Philmac and 3D Systems met to discuss the solutions available. Though the project would be the first of its kind for each local office, the initial design review left both companies feeling confident about their choice in partner. With 3D printed tooling design guidelines provided by an overseas sister company in the Aliaxis group, Philmac began researching desirable material properties to begin benchmark testing. In parallel, 3D Systems produced a series of material plaques for evaluation and provided Philmac’s team with background technical information to bolster its research.
Testing material properties
Philmac conducted comparative testing on the material plaques to determine the suitability of the various materials. Testing included heating the plaques to analyze material behavior at elevated temperatures, after which several plaques were ruled out. Following temperature testing, Philmac switched gears to measure pressure performance.
The four remaining plaques were subjected to compressive loads of 85kN and 100kN. Pressure performance results reduced the contending plaques to two. To determine the final material, Philmac repeated heat testing – this time heating each material to 180˚C, as the final selection would need to withstand the 220˚C melt-temperature of Acetal. On the basis of retaining both it shape and lettering, Philmac’s testing pointed to DuraForm HST, a fibre-reinforced SLS material with high temperature resistance.
Philmac’s final evaluation involved comparing the properties of DuraForm HST with other 3D printing materials that had been identified in previous research on successful 3D printed production tools. 3D Systems provided additional plaques in DuraForm HST enabling Philmac to evaluate the material for machining and polishing suitability. Philmac was especially pleased with machining results.
Many of Philmac’s injection mould tools are family-based and use change-over cores and cavities. To test the 3D printed tooling, Philmac selected an existing tool that suited the 3D-printed cavities based on the insert size required. For installation, the test team designed a steel ejector sleeve and nozzle inserts into the initial tool concept.

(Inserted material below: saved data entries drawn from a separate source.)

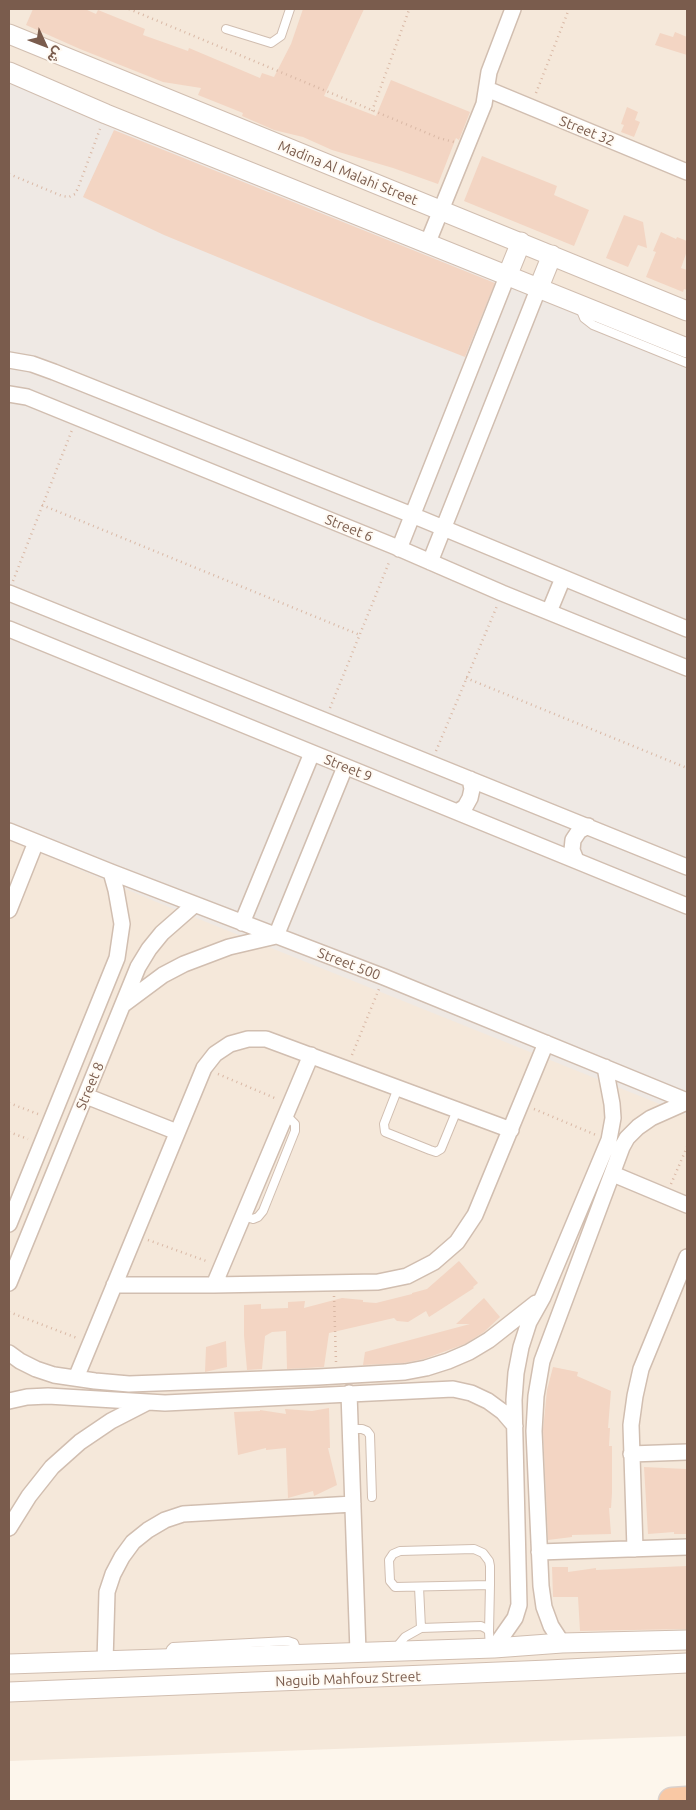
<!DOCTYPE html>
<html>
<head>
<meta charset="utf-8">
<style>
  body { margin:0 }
  #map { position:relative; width:696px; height:1810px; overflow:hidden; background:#fdf6ec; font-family:Ubuntu,Vazirmatn,sans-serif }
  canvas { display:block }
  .frame { position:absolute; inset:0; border:10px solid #7a5c4d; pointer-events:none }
  .north { position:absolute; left:20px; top:20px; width:50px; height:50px; -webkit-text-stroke:4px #fffaf3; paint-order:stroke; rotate:133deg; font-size:14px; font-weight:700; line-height:20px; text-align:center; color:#7a5c4d }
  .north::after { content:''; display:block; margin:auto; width:18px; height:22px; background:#7a5c4d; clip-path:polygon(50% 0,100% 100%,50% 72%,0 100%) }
</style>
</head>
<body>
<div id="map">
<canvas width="696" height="1810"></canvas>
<div class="frame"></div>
<div class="north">ش</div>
</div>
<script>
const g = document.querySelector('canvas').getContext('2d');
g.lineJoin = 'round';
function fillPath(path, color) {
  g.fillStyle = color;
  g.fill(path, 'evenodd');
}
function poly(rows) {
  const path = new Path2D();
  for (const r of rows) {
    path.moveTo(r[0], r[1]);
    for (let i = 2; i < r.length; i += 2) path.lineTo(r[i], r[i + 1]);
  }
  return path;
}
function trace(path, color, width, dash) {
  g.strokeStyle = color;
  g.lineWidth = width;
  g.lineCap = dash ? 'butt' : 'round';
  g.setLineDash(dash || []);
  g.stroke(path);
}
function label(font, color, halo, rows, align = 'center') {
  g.font = font + ' Ubuntu,sans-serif';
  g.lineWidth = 4;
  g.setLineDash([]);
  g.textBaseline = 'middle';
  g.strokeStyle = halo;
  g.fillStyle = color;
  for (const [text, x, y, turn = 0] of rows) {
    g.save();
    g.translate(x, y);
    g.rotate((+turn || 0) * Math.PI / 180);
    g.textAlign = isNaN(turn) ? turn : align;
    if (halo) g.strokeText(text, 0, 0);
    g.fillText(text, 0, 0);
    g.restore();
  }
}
fillPath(poly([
  [9,9,687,9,687,1736,9,1761]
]), '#f5e8da');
fillPath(poly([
  [9,65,687,339,687,1115,154,901,9,840]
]), '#efe9e4');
fillPath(poly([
  [33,9,85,9,96,14,98,10,145,29,143,35,188,51,189,48,260,78,262,73,274,77,291,44,303,9,364,9,324,96,376,116,391,80,470,112,459,140,456,138,438,184,393,168,332,150,303,137,274,130,242,116,243,113,198,95,201,88,163,82,80,49,26,25],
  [675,32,687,37,687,55,655,45,660,33,673,37],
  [627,107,638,112,635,120,640,122,634,137,621,132,624,125,621,124],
  [114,130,495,283,465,357,373,321,164,235,83,197],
  [482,156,557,186,554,195,589,210,574,246,464,201],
  [624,215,643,222,647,248,638,245,628,267,606,258],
  [661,232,676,239,677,237,687,241,687,251,681,268,687,270,687,290,684,289,683,292,646,277,656,252,653,251],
  [459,1261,478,1283,473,1287,474,1288,429,1317,426,1311,408,1322,397,1321,394,1318,329,1333,324,1367,287,1369,286,1331,272,1332,265,1336,262,1369,247,1370,244,1335,244,1305,261,1304,261,1309,288,1308,288,1302,305,1301,304,1308,342,1298,363,1300,363,1302,376,1303,412,1294,412,1293,427,1289],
  [484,1298,500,1317,484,1332,465,1344,424,1359,404,1363,363,1365,365,1352,470,1324,456,1324],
  [226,1341,227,1367,205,1372,206,1347],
  [553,1367,578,1372,577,1376,611,1391,608,1428,610,1428,609,1446,612,1446,612,1493,611,1508,609,1508,611,1534,572,1535,572,1537,548,1540,543,1430,547,1390],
  [329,1408,330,1448,328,1448,337,1485,314,1496,313,1491,288,1498,286,1448,266,1450,266,1448,238,1455,234,1412,260,1411,260,1410,286,1414,285,1409,312,1411],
  [644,1467,686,1469,687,1534,674,1534,674,1532,648,1534],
  [687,1566,687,1629,580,1631,578,1597,553,1597,552,1567,568,1567,568,1572,596,1568,596,1570]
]), '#f3d5c3');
const service = poly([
  [226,29,271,43,281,36,290,9],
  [583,307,582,313,584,318,593,325,687,363],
  [398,1088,384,1124,385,1132,430,1150,436,1152,441,1149,457,1110],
  [243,1216,253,1219,258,1217,263,1211,295,1131,295,1124,286,1115],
  [350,1429,362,1429,367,1431,370,1435,372,1497],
  [419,1587,421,1628],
  [489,1632,490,1585,490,1566,489,1561,483,1553,474,1549,400,1551,393,1554,389,1560,390,1581,395,1587,490,1585],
  [395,1649,405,1637,421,1628,481,1626,487,1629,489,1632,490,1648],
  [168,1657,171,1649,173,1647,288,1641,294,1643,298,1654]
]);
const minor = poly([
  [487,89,687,172],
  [428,242,484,104,489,72,513,9],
  [9,360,32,364,54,372,412,515,687,629],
  [9,394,27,397,396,547,502,593,687,668],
  [399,549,508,274],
  [430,562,539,287],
  [9,593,687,867],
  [549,612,563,578],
  [9,629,687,906],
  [457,812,465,807,470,798,472,789,470,779],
  [9,831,111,872,384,977,687,1101],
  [576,860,572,850,573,840,579,831,588,826],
  [9,910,36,842],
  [242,923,312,753],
  [124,1004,163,975,184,964,229,947,276,936,345,767],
  [86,1096,177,1132],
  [613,1174,687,1205],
  [9,1224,117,958,122,924,116,890,111,872],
  [9,1283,138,967,149,949,162,933,194,905],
  [114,1285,214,1285,378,1282,407,1276,434,1262,457,1242,475,1215,546,1043],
  [214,1285,311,1055],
  [9,1353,20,1361,36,1369,54,1375,95,1381,129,1384,318,1377,405,1372,426,1368,448,1361,469,1352,489,1340,536,1303],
  [76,1378,204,1068,215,1054,230,1044,248,1039,266,1039,511,1130],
  [349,1393,358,1652],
  [9,1401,27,1397,48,1396,165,1403,453,1389,471,1393,488,1401,503,1412,515,1426],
  [631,1454,687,1452],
  [9,1528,29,1496,52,1467,80,1442,111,1421,146,1403],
  [635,1549,631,1425,635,1396,641,1369,687,1257],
  [539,1552,687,1547],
  [562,1643,551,1626,544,1607,541,1586,534,1431,536,1396,542,1361,622,1147,627,1138,638,1127,651,1118,687,1102],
  [494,1648,515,1618,519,1605,514,1400,516,1373,521,1347,529,1322,543,1297,609,1140,613,1118,612,1104,605,1067],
  [105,1662,107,1592,113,1574,122,1557,133,1542,148,1530,165,1520,183,1514,353,1504]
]);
const tertiary = poly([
  [9,34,687,311],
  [9,72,106,114,687,348],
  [508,274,521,242],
  [539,287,552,255],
  [9,1664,494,1648,562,1643,687,1640],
  [9,1692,548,1670,687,1663]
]);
const trunk = poly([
  [672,1801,687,1800]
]);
trace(service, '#d1beb0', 10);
trace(minor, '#d1beb0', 18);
trace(tertiary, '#d1beb0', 21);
trace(trunk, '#dad1cd', 29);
trace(poly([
  [129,9,439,138,454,142],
  [536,93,569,9],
  [372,111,409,10],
  [9,174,62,196,69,197,75,194,78,188,100,129],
  [42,505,360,635],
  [13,581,72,430],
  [466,678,687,768],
  [330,708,390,560],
  [436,751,497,606],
  [352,1055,379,989],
  [218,1074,277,1099],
  [9,1103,38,1114],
  [534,1109,596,1135],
  [9,1132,28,1139],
  [671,1184,687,1147],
  [148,1240,209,1262],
  [334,1296,336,1362],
  [9,1312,77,1338]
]), '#d9b8a5', 2.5, [1, 4]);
trace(service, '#fff', 8);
trace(minor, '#fff', 15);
trace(tertiary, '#fff', 19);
trace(trunk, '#f9c8a4', 26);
label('14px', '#7a5c4d', '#fffaf3', [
  ["Street 32",587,131,22],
  ["Madina Al Malahi Street",348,173,22],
  ["Street 6",349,528,22],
  ["Street 9",348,768,22],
  ["Street 500",349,964,21],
  ["Street 8",90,1086,-67],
  ["Naguib Mahfouz Street",348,1679,-2]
]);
</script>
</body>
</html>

With its design finalised and material determined, Philmac placed an order for the cavity set with 3D Systems On Demand Manufacturing and received finished parts within the week. From there, the inserts were machined to fit the ejector, nozzle and gate inserts and sized for fit into the tool.
Trial day and results
For the initial trial, Philmac loaded the tool to the injection machine to test the ejector function. Cooling circuits had been designed into the inserts, and air was connected to the tool for cooling, along with manual air directed onto the insert surfaces in between shots.
As part of Philmac’s testing precautions, the tooling team first applied mould release to assist with the release of the part. Beginning with 75% of the calculated weight and lower pressures for the initial shot, Philmac started the molding process and incrementally increased the shot and pressure until a full part was produced. At each stage, Philmac’s team checked the 3D printed blocks with an infrared thermometer to ensure recommended temperature ranges were reached at the surface and target before commencing the next cycle.
In the next phase, Philmac increased hold pressure to achieve a packed part. To mitigate the risk of material sticking to a thin rib on the core side of the tool, Philmac’s team reapplied mould release and hand-polished the rib with sandpaper between shots to help keep the surface smooth. The settings were then increased until a stable part weight was achieved. According to Philmac’s tooling team, the 3D printed tool was a success and should be capable of making an additional 50 parts without incident.